TASK PROMPT:
Across the listing below, how many lines include the word "Avenue"? The answer is that number, with nothing added.

MATERIALS PROVIDED:

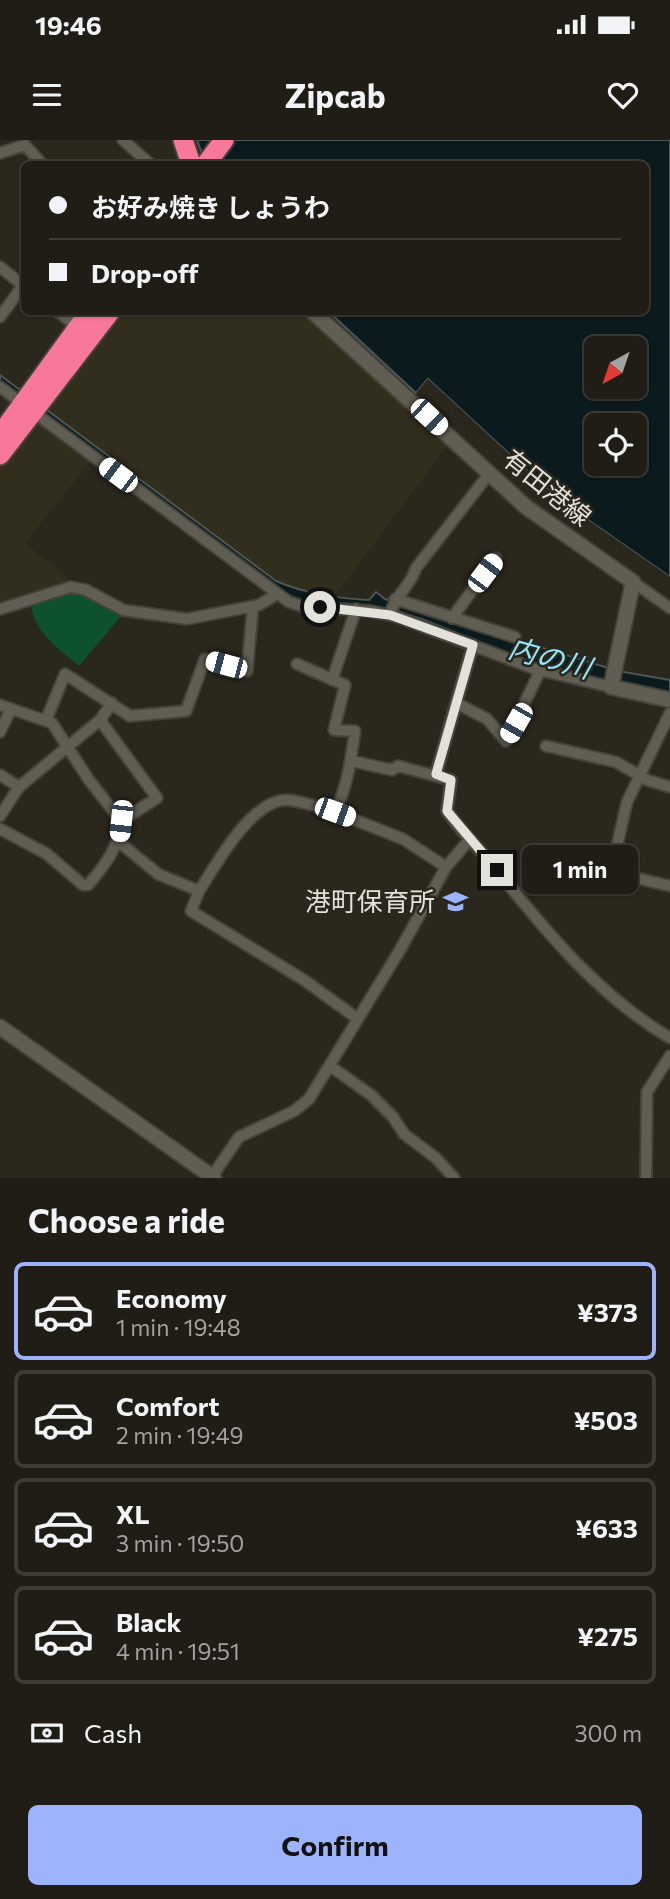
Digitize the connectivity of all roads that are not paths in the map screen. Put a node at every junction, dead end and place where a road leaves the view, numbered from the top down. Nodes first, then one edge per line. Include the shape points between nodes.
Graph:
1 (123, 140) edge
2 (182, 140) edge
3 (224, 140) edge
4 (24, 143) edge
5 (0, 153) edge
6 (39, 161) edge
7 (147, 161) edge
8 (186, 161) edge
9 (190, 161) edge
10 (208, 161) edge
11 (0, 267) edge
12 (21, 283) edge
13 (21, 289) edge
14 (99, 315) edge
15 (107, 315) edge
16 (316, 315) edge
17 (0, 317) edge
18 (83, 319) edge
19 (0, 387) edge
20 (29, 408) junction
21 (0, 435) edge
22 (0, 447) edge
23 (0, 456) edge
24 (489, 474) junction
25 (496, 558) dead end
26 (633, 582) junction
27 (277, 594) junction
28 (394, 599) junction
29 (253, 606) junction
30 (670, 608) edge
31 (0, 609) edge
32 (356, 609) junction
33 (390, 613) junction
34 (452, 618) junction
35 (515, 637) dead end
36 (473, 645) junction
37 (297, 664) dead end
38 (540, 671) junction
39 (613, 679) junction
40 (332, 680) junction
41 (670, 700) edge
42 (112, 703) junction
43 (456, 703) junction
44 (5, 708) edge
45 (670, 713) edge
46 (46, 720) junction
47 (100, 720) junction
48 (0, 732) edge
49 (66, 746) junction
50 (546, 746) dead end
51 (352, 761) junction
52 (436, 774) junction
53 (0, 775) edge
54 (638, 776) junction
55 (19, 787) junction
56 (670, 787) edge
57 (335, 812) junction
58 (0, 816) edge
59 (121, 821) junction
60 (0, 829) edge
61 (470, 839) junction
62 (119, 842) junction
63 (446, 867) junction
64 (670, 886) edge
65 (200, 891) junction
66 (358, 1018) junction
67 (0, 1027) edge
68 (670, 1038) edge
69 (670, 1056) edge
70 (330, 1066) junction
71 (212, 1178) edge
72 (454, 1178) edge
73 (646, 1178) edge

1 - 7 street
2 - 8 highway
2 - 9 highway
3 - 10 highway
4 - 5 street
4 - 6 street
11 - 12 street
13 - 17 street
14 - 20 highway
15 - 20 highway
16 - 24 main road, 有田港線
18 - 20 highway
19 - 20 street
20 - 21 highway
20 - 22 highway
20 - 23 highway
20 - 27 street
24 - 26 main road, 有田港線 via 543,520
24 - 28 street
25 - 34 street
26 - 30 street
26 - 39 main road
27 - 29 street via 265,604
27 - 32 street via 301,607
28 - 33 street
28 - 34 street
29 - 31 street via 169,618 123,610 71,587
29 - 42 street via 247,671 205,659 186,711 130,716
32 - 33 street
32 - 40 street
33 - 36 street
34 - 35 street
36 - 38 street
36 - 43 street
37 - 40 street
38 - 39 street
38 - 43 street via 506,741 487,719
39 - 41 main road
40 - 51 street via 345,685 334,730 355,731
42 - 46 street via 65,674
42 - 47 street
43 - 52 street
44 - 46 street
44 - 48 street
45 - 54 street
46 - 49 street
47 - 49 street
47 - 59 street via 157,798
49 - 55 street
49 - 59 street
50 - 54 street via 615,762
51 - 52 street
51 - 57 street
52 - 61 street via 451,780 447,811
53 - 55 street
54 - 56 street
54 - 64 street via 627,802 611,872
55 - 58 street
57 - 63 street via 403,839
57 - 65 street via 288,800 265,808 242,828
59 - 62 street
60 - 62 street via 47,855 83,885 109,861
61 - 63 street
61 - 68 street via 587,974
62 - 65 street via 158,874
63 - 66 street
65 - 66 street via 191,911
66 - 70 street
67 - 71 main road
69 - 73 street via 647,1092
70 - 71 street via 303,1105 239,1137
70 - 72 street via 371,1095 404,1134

---

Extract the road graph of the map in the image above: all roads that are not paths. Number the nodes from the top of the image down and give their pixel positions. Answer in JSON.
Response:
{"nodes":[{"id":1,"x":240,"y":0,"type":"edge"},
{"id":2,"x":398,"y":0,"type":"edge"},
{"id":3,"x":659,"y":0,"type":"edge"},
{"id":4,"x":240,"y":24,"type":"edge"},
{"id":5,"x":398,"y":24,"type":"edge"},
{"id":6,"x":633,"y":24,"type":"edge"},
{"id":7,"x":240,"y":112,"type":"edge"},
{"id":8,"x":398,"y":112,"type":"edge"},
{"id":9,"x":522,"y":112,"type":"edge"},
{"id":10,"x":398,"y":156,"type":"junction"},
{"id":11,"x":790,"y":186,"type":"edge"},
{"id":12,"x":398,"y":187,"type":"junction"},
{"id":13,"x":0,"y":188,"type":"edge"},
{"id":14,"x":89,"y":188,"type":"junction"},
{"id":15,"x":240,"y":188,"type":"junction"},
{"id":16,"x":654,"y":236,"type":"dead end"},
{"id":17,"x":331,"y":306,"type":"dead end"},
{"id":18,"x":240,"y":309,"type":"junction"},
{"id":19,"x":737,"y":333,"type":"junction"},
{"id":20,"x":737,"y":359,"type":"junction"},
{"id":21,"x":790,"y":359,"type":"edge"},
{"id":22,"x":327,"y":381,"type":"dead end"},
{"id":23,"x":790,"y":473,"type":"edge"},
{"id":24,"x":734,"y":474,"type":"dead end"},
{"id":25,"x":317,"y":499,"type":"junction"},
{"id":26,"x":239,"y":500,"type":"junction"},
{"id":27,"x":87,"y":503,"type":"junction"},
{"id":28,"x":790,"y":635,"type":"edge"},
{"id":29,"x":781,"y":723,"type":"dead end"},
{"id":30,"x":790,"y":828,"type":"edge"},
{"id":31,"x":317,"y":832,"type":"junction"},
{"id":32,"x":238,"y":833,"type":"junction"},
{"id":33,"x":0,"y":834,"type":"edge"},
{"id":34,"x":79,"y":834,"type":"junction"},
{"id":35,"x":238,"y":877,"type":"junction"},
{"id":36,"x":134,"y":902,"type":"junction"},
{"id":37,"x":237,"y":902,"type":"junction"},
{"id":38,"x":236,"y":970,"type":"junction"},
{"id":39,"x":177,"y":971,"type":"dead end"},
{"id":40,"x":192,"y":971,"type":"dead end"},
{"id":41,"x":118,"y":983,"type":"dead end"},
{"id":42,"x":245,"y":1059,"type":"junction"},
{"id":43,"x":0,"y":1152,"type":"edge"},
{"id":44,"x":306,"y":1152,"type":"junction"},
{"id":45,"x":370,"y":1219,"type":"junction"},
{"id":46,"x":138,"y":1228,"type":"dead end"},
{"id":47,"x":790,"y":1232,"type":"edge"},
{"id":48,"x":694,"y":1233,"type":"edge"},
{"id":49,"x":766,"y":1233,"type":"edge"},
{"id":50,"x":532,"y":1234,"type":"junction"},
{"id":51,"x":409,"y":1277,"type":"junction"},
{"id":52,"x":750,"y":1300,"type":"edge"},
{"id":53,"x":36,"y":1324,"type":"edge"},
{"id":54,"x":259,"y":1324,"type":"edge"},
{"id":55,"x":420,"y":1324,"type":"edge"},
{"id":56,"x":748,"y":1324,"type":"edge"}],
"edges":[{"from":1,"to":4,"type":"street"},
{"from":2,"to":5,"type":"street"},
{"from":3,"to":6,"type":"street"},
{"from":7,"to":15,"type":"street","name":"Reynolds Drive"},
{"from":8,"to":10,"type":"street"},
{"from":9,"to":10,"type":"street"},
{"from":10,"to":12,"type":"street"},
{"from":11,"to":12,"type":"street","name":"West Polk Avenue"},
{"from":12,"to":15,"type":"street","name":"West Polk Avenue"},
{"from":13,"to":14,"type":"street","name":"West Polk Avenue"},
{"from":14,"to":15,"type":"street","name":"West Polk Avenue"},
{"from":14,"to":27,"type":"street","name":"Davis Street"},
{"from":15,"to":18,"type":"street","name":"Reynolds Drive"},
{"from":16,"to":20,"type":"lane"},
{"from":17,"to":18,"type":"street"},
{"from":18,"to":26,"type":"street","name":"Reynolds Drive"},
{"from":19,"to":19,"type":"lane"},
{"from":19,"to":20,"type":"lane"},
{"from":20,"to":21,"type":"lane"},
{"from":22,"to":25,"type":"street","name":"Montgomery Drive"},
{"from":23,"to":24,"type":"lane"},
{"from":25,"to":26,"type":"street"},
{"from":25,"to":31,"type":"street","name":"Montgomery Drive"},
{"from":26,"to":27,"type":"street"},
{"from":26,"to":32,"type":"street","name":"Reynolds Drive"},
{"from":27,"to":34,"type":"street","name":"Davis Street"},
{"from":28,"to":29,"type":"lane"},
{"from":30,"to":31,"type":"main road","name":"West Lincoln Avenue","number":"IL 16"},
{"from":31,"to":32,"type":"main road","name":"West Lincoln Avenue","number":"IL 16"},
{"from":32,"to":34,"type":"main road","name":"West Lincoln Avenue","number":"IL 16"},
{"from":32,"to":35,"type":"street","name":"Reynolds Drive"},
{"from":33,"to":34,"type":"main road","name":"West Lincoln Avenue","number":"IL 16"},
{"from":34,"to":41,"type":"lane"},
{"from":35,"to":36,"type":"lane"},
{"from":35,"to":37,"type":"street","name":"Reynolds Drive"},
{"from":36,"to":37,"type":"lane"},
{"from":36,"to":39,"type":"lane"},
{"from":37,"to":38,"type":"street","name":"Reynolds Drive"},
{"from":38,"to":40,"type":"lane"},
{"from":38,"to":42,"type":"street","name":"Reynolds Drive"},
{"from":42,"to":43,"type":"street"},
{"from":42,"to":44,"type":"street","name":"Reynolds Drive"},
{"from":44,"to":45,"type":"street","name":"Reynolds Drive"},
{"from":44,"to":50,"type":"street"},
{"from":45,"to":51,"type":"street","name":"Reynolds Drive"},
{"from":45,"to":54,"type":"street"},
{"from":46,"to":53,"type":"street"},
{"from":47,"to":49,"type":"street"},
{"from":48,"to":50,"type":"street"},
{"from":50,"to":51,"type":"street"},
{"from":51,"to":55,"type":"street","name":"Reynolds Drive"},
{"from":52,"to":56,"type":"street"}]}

TASK OUTPUT:
8